## Work to be completed:
Your task is to transcribe each record exactly and to omit every image.

[Collected data entries]
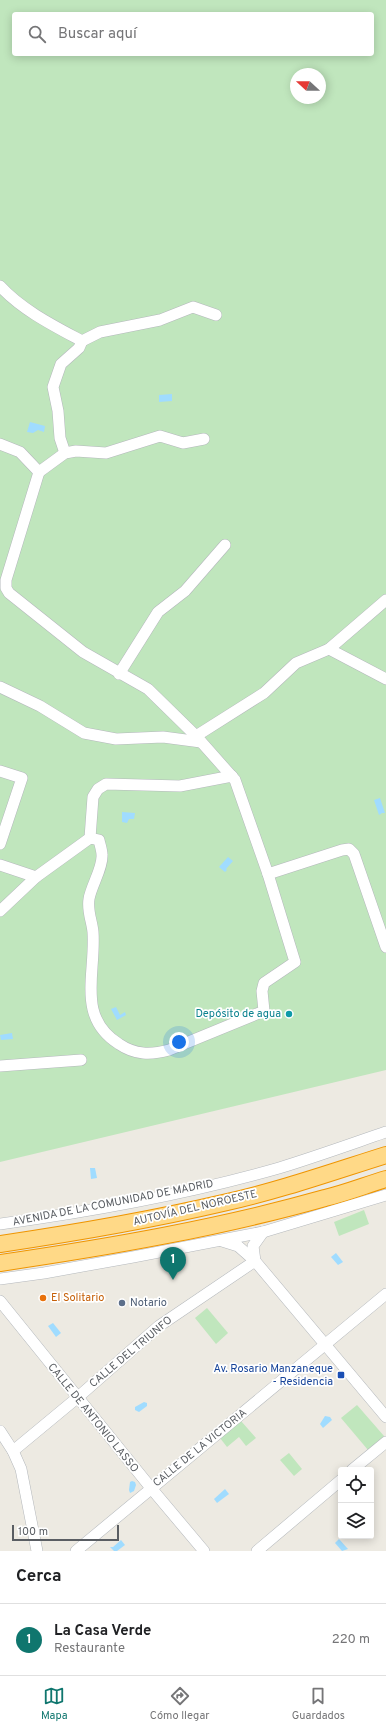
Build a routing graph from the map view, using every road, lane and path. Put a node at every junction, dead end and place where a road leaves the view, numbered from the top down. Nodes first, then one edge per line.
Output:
1 (0, 286) edge
2 (216, 315) dead end
3 (82, 341) junction
4 (204, 439) dead end
5 (0, 444) edge
6 (64, 453) junction
7 (39, 472) junction
8 (225, 545) dead end
9 (386, 600) edge
10 (329, 649) junction
11 (119, 674) junction
12 (386, 679) edge
13 (0, 686) edge
14 (198, 739) junction
15 (0, 771) edge
16 (232, 776) junction
17 (90, 838) junction
18 (0, 844) edge
19 (0, 865) edge
20 (268, 874) junction
21 (36, 878) junction
22 (0, 911) edge
23 (382, 924) edge
24 (386, 947) edge
25 (81, 1060) dead end
26 (0, 1066) edge
27 (386, 1132) edge
28 (386, 1155) edge
29 (386, 1179) edge
30 (386, 1195) edge
31 (0, 1224) edge
32 (263, 1232) junction
33 (222, 1240) junction
34 (0, 1244) edge
35 (255, 1261) junction
36 (0, 1263) edge
37 (44, 1273) junction
38 (0, 1279) edge
39 (0, 1288) edge
40 (386, 1294) edge
41 (0, 1301) edge
42 (325, 1346) junction
43 (77, 1398) junction
44 (386, 1417) edge
45 (0, 1431) edge
46 (386, 1442) edge
47 (13, 1451) junction
48 (356, 1467) edge
49 (338, 1483) edge
50 (150, 1488) junction
51 (37, 1551) edge
52 (76, 1551) edge
53 (204, 1551) edge
54 (257, 1551) edge

1 - 3 street
2 - 3 street
3 - 6 street
4 - 6 street
5 - 7 street
6 - 7 street
7 - 11 street
8 - 11 street
9 - 10 street
10 - 12 street
10 - 14 street
11 - 14 street
13 - 14 street
14 - 16 street
15 - 18 street
16 - 17 street
16 - 20 street
17 - 20 street
17 - 21 street
19 - 21 street
20 - 23 street
21 - 22 street
23 - 24 street
25 - 26 street
27 - 31 street, AVENIDA DE LA COMUNIDAD DE MADRID
28 - 34 highway, AUTOVÍA DEL NOROESTE
29 - 36 highway, AUTOVÍA DEL NOROESTE
30 - 32 street
32 - 33 street
32 - 35 street
33 - 35 street
33 - 37 street
35 - 42 street
35 - 43 street, CALLE DEL TRIUNFO
37 - 38 street
37 - 39 street
40 - 42 street, CALLE DE LA VICTORIA
41 - 43 street, CALLE DE ANTONIO LASSO
42 - 44 street
42 - 50 street, CALLE DE LA VICTORIA
43 - 47 street, CALLE DEL TRIUNFO
43 - 50 street, CALLE DE ANTONIO LASSO
45 - 47 street
46 - 48 street
47 - 51 street
49 - 54 street
50 - 52 street, CALLE DE LA VICTORIA
50 - 53 street, CALLE DE ANTONIO LASSO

## Solved exercise:
Build a routing graph from the map view, using every road, lane and path. Put a node at every junction, dead end and place where a road leaves the view, numbered from the top down. Nodes first, then one edge per line.
Output:
1 (0, 286) edge
2 (216, 315) dead end
3 (82, 341) junction
4 (204, 439) dead end
5 (0, 444) edge
6 (64, 453) junction
7 (39, 472) junction
8 (225, 545) dead end
9 (386, 600) edge
10 (329, 649) junction
11 (119, 674) junction
12 (386, 679) edge
13 (0, 686) edge
14 (198, 739) junction
15 (0, 771) edge
16 (232, 776) junction
17 (90, 838) junction
18 (0, 844) edge
19 (0, 865) edge
20 (268, 874) junction
21 (36, 878) junction
22 (0, 911) edge
23 (382, 924) edge
24 (386, 947) edge
25 (81, 1060) dead end
26 (0, 1066) edge
27 (386, 1132) edge
28 (386, 1155) edge
29 (386, 1179) edge
30 (386, 1195) edge
31 (0, 1224) edge
32 (263, 1232) junction
33 (222, 1240) junction
34 (0, 1244) edge
35 (255, 1261) junction
36 (0, 1263) edge
37 (44, 1273) junction
38 (0, 1279) edge
39 (0, 1288) edge
40 (386, 1294) edge
41 (0, 1301) edge
42 (325, 1346) junction
43 (77, 1398) junction
44 (386, 1417) edge
45 (0, 1431) edge
46 (386, 1442) edge
47 (13, 1451) junction
48 (356, 1467) edge
49 (338, 1483) edge
50 (150, 1488) junction
51 (37, 1551) edge
52 (76, 1551) edge
53 (204, 1551) edge
54 (257, 1551) edge

1 - 3 street
2 - 3 street
3 - 6 street
4 - 6 street
5 - 7 street
6 - 7 street
7 - 11 street
8 - 11 street
9 - 10 street
10 - 12 street
10 - 14 street
11 - 14 street
13 - 14 street
14 - 16 street
15 - 18 street
16 - 17 street
16 - 20 street
17 - 20 street
17 - 21 street
19 - 21 street
20 - 23 street
21 - 22 street
23 - 24 street
25 - 26 street
27 - 31 street, AVENIDA DE LA COMUNIDAD DE MADRID
28 - 34 highway, AUTOVÍA DEL NOROESTE
29 - 36 highway, AUTOVÍA DEL NOROESTE
30 - 32 street
32 - 33 street
32 - 35 street
33 - 35 street
33 - 37 street
35 - 42 street
35 - 43 street, CALLE DEL TRIUNFO
37 - 38 street
37 - 39 street
40 - 42 street, CALLE DE LA VICTORIA
41 - 43 street, CALLE DE ANTONIO LASSO
42 - 44 street
42 - 50 street, CALLE DE LA VICTORIA
43 - 47 street, CALLE DEL TRIUNFO
43 - 50 street, CALLE DE ANTONIO LASSO
45 - 47 street
46 - 48 street
47 - 51 street
49 - 54 street
50 - 52 street, CALLE DE LA VICTORIA
50 - 53 street, CALLE DE ANTONIO LASSO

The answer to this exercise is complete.